Skeletal landmark data
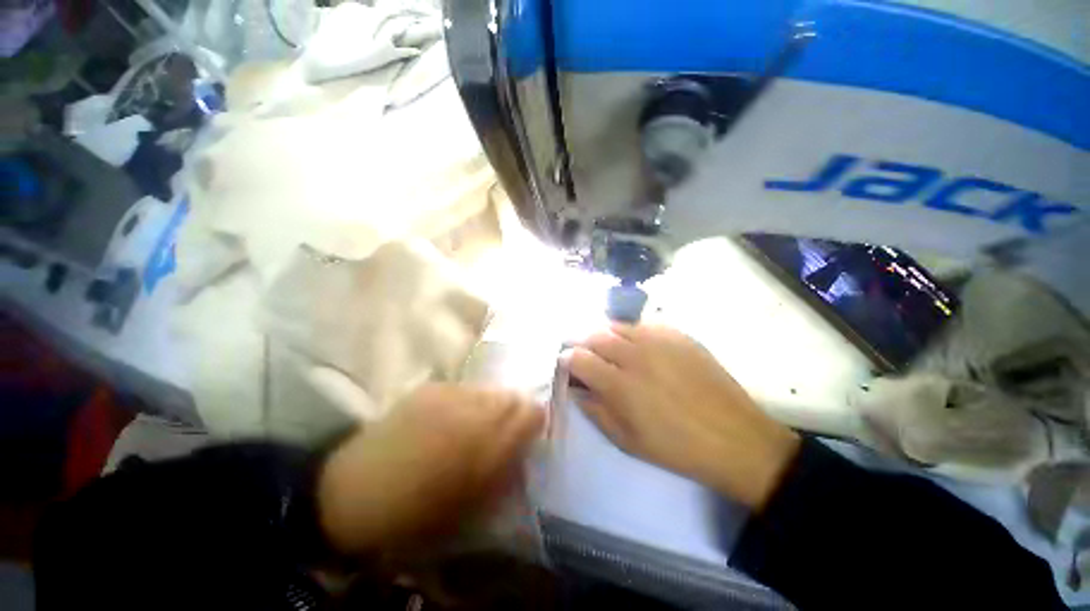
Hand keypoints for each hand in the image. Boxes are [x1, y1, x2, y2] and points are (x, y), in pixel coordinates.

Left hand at [316, 384, 545, 553]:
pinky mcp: (431, 388)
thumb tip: (523, 446)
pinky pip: (464, 388)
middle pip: (513, 396)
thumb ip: (506, 469)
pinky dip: (465, 402)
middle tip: (498, 433)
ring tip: (470, 425)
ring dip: (489, 406)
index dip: (534, 423)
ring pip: (489, 390)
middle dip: (513, 413)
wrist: (355, 493)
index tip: (527, 436)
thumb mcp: (474, 505)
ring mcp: (451, 394)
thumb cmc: (418, 514)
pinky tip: (445, 420)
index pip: (532, 413)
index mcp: (490, 446)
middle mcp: (476, 411)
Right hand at [568, 323, 799, 510]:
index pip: (579, 358)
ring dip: (606, 335)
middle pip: (595, 336)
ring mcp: (659, 341)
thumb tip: (576, 388)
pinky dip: (632, 332)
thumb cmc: (676, 447)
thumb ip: (595, 410)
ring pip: (618, 325)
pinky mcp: (679, 335)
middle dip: (583, 344)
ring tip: (610, 349)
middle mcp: (635, 355)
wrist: (735, 438)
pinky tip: (638, 346)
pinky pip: (644, 324)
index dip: (567, 359)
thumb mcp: (626, 441)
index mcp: (620, 385)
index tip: (567, 364)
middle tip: (586, 355)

#### [What is needed]
Looking at the records above, please output exactly the lines that run from the one holding "pinky pip: (464, 388)" to the final line, and only those.

#### [Worked solution]
pinky pip: (464, 388)
middle pip: (513, 396)
thumb ip: (506, 469)
pinky dip: (465, 402)
middle tip: (498, 433)
ring tip: (470, 425)
ring dip: (489, 406)
index dip: (534, 423)
ring pip: (489, 390)
middle dip: (513, 413)
wrist: (355, 493)
index tip: (527, 436)
thumb mcp: (474, 505)
ring mcp: (451, 394)
thumb cmc: (418, 514)
pinky tip: (445, 420)
index pip: (532, 413)
index mcp: (490, 446)
middle mcp: (476, 411)
Right hand at [568, 323, 799, 510]:
index pip: (579, 358)
ring dip: (606, 335)
middle pip: (595, 336)
ring mcp: (659, 341)
thumb tip: (576, 388)
pinky dip: (632, 332)
thumb cmc: (676, 447)
thumb ip: (595, 410)
ring pip: (618, 325)
pinky mcp: (679, 335)
middle dip: (583, 344)
ring tip: (610, 349)
middle mcp: (635, 355)
wrist: (735, 438)
pinky tip: (638, 346)
pinky pip: (644, 324)
index dip: (567, 359)
thumb mcp: (626, 441)
index mcp: (620, 385)
index tip: (567, 364)
middle tip: (586, 355)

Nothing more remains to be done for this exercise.